## What to produce
Pick each line that has "Aleea" out of the records.

## Material for the task
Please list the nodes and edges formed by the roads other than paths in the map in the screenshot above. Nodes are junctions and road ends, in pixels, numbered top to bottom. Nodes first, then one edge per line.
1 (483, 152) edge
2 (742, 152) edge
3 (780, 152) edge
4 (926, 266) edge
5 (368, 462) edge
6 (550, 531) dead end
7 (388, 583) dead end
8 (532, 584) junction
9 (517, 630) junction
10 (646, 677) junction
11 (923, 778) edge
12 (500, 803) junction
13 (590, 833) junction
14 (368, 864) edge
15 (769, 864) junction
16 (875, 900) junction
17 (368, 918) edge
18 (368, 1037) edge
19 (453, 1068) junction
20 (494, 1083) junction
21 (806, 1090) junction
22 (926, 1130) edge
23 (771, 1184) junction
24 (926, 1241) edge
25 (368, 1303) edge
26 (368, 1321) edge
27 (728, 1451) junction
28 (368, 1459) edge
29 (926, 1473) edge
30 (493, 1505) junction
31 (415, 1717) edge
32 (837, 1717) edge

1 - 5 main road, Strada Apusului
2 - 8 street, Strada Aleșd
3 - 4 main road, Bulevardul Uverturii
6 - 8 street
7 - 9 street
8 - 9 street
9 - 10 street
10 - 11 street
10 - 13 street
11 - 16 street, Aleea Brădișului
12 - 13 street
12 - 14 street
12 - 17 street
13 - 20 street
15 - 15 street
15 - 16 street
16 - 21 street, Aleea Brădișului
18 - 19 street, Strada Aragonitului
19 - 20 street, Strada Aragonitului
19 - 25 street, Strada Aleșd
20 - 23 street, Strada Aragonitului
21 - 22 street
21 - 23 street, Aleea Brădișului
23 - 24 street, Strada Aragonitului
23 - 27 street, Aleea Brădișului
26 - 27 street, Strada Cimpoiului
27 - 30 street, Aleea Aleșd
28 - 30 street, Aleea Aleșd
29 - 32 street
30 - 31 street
* * *
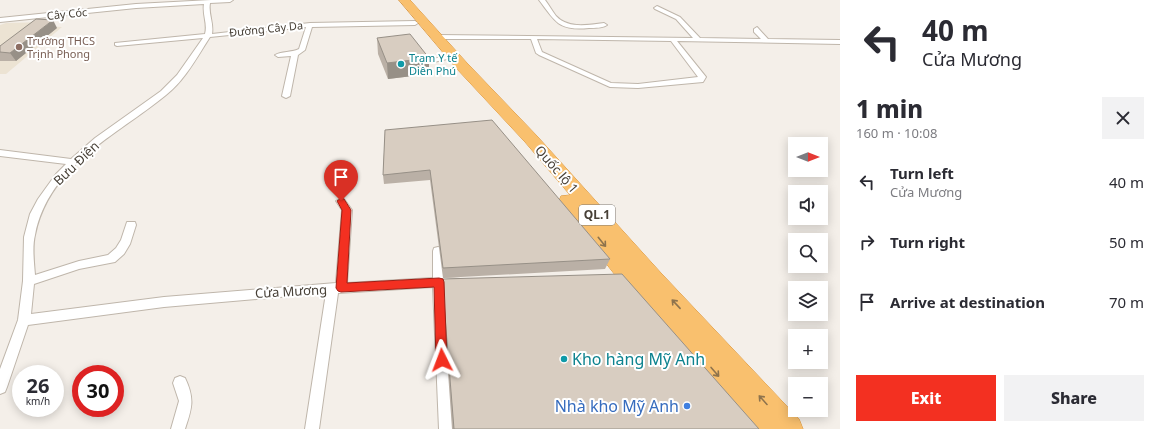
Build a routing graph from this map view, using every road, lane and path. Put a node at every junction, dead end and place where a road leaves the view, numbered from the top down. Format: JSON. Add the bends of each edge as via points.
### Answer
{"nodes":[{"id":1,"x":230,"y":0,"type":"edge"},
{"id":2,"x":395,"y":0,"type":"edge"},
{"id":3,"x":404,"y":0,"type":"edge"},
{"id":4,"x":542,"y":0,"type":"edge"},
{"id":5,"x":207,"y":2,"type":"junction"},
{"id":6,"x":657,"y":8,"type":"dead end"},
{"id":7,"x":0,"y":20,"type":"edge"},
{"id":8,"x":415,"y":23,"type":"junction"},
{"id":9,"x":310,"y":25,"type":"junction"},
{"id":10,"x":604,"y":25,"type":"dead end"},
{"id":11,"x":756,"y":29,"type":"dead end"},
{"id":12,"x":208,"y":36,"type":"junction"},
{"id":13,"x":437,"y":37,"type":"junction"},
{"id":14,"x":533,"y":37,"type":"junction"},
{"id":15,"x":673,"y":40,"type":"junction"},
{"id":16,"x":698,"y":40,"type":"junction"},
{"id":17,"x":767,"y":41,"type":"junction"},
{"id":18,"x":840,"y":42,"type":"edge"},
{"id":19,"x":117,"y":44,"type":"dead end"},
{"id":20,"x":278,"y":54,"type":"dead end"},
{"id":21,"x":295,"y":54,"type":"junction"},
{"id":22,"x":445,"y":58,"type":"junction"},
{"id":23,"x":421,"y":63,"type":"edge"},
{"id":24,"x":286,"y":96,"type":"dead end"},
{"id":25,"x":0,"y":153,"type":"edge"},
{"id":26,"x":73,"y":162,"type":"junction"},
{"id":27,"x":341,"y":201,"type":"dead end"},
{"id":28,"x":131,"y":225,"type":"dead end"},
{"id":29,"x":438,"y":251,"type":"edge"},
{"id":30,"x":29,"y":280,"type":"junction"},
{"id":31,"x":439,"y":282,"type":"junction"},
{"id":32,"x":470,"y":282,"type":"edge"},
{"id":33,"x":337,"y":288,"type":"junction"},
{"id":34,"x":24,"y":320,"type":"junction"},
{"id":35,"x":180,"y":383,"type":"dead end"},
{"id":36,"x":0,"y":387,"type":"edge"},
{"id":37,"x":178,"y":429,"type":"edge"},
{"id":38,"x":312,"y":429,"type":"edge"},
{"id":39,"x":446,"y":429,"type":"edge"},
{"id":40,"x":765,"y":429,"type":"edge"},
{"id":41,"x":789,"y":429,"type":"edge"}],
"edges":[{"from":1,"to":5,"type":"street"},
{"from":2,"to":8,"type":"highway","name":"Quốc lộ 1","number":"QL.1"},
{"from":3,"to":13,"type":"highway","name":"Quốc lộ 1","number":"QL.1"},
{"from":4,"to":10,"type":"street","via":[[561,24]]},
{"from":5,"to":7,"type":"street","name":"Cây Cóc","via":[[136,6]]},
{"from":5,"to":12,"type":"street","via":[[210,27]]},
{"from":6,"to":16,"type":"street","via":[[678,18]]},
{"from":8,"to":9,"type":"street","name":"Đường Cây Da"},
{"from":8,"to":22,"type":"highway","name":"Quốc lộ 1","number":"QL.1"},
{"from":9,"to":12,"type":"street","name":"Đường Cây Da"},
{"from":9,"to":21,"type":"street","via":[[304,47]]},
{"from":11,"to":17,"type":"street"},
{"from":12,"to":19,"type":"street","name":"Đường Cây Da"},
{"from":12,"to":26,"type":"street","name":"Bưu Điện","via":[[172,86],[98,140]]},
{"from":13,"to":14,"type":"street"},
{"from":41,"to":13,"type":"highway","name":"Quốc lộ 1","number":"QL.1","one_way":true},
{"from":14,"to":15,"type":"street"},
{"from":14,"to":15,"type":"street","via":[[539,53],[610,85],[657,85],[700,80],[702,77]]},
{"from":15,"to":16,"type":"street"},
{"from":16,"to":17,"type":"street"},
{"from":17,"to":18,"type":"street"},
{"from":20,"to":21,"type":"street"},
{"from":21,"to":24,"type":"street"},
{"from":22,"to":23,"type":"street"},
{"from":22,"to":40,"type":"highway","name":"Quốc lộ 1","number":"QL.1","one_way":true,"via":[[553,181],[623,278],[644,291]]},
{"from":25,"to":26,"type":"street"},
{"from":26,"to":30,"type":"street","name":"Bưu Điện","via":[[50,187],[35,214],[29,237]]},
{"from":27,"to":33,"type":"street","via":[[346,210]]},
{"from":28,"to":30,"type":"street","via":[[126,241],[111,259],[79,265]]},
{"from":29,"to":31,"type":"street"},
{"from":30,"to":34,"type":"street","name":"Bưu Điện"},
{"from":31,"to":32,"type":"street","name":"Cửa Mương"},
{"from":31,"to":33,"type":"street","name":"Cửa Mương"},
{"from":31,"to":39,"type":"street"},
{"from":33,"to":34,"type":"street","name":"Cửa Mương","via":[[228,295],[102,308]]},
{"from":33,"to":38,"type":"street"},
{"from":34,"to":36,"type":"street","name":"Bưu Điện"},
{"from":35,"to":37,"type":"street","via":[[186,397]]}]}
==
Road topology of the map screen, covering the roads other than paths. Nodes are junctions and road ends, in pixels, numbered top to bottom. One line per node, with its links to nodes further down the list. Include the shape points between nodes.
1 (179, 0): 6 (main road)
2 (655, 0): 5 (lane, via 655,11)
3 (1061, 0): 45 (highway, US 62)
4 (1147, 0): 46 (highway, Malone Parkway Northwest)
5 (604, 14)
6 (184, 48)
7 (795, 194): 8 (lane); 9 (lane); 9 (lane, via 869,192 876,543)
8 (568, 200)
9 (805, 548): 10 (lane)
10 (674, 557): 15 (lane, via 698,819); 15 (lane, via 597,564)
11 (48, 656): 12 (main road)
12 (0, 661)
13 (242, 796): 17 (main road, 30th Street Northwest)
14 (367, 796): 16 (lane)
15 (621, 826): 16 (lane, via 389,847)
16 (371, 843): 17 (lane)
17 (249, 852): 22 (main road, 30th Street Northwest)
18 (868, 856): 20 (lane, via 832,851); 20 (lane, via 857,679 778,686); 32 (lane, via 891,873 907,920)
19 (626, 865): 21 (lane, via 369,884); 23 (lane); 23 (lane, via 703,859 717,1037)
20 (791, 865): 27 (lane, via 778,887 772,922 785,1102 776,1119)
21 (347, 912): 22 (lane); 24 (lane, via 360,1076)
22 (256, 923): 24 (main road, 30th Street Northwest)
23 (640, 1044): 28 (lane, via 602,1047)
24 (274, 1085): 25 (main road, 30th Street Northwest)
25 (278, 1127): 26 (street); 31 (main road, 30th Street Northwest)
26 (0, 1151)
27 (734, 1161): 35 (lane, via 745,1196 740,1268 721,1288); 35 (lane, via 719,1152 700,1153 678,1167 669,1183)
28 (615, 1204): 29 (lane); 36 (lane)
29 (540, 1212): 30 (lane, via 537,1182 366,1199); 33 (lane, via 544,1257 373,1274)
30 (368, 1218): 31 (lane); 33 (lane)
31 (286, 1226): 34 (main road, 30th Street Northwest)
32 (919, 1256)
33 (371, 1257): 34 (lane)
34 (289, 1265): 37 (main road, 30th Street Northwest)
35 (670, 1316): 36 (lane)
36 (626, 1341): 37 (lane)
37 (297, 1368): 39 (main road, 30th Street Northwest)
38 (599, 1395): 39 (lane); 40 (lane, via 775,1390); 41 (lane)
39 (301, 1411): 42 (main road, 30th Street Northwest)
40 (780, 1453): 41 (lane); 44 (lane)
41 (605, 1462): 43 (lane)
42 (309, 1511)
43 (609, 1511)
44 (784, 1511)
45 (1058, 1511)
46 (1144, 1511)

## Exercise answer
11 - 16 street, Aleea Brădișului
16 - 21 street, Aleea Brădișului
21 - 23 street, Aleea Brădișului
23 - 27 street, Aleea Brădișului
27 - 30 street, Aleea Aleșd
28 - 30 street, Aleea Aleșd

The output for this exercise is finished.